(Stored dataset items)
━━━━━━━━━━━━━━━━━━━━

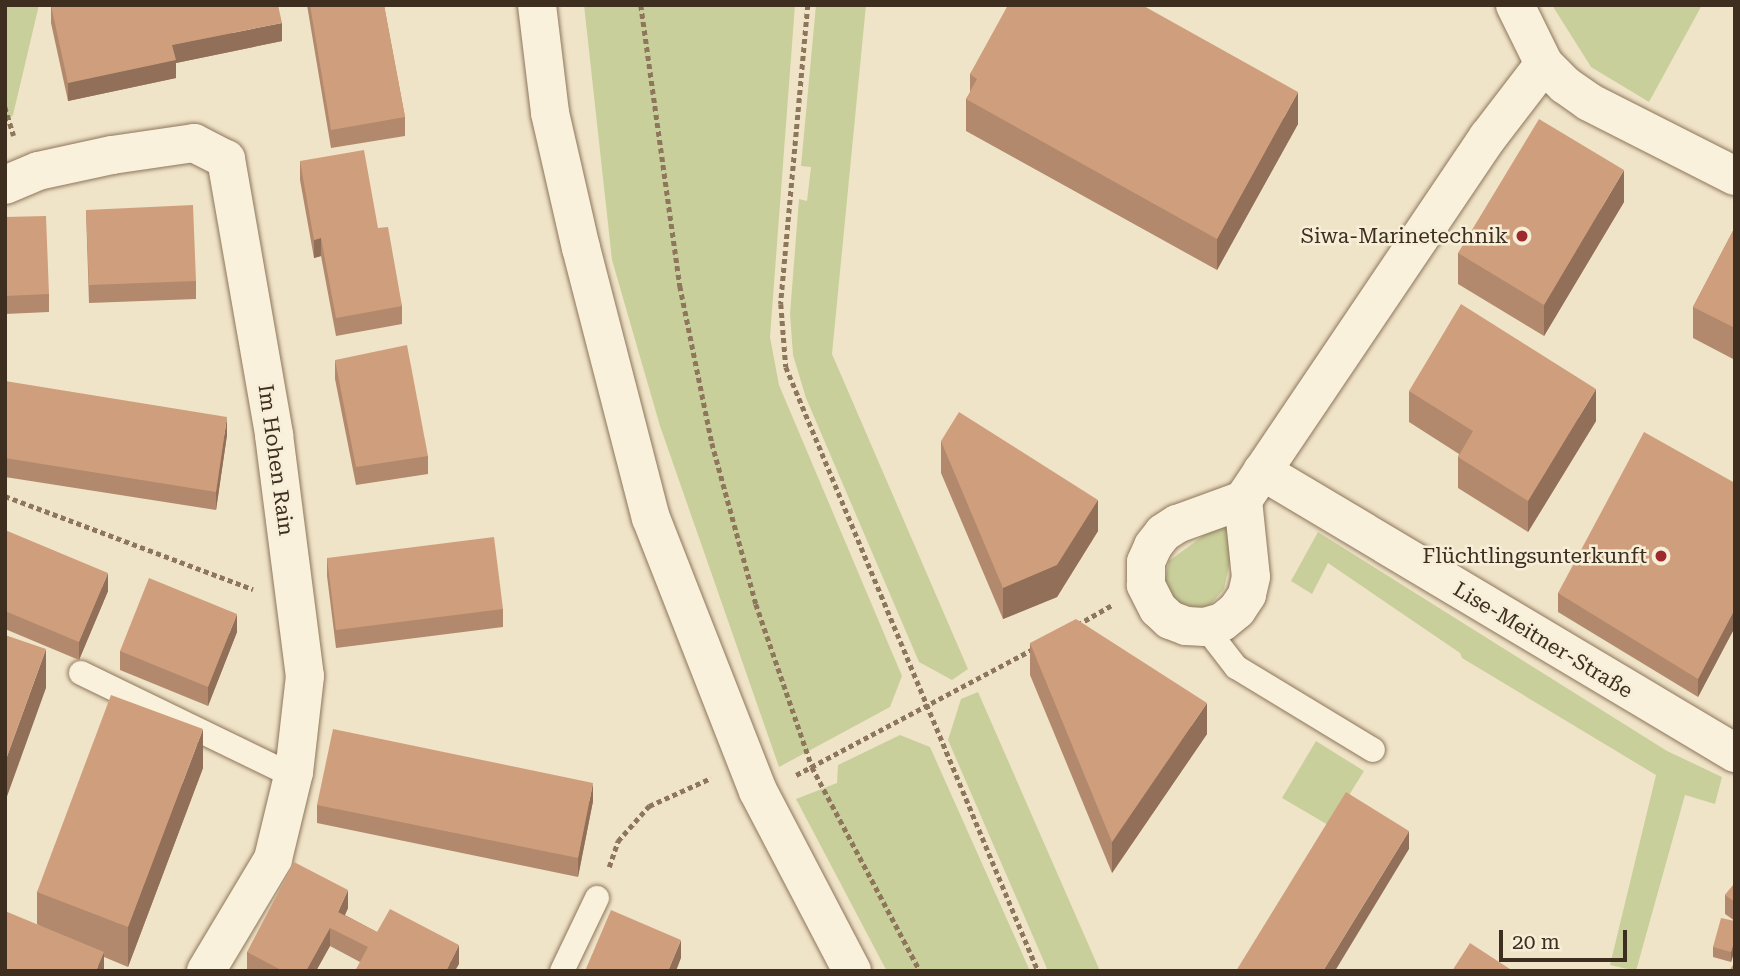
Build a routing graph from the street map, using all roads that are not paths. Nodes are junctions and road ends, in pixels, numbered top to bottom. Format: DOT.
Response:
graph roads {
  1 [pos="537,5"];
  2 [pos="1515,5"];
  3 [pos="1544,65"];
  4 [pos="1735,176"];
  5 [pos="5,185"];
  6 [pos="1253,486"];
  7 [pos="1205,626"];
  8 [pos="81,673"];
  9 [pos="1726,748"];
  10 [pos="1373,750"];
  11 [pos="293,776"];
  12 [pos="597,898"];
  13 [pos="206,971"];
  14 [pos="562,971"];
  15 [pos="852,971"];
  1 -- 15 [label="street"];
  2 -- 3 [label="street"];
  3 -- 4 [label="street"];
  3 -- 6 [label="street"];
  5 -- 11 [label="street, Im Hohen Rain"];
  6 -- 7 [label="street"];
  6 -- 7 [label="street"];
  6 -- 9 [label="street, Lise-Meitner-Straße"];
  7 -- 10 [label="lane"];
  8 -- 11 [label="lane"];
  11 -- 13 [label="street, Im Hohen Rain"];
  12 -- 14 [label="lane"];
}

━━━━━━━━━━━━━━━━━━━━

### PROMPT
None of the images should be copied, but every entry must be given again exactly.

### REPLY TO THE EXERCISE
Build a routing graph from the street map, using all roads that are not paths. Nodes are junctions and road ends, in pixels, numbered top to bottom. Format: DOT.
Response:
graph roads {
  1 [pos="537,5"];
  2 [pos="1515,5"];
  3 [pos="1544,65"];
  4 [pos="1735,176"];
  5 [pos="5,185"];
  6 [pos="1253,486"];
  7 [pos="1205,626"];
  8 [pos="81,673"];
  9 [pos="1726,748"];
  10 [pos="1373,750"];
  11 [pos="293,776"];
  12 [pos="597,898"];
  13 [pos="206,971"];
  14 [pos="562,971"];
  15 [pos="852,971"];
  1 -- 15 [label="street"];
  2 -- 3 [label="street"];
  3 -- 4 [label="street"];
  3 -- 6 [label="street"];
  5 -- 11 [label="street, Im Hohen Rain"];
  6 -- 7 [label="street"];
  6 -- 7 [label="street"];
  6 -- 9 [label="street, Lise-Meitner-Straße"];
  7 -- 10 [label="lane"];
  8 -- 11 [label="lane"];
  11 -- 13 [label="street, Im Hohen Rain"];
  12 -- 14 [label="lane"];
}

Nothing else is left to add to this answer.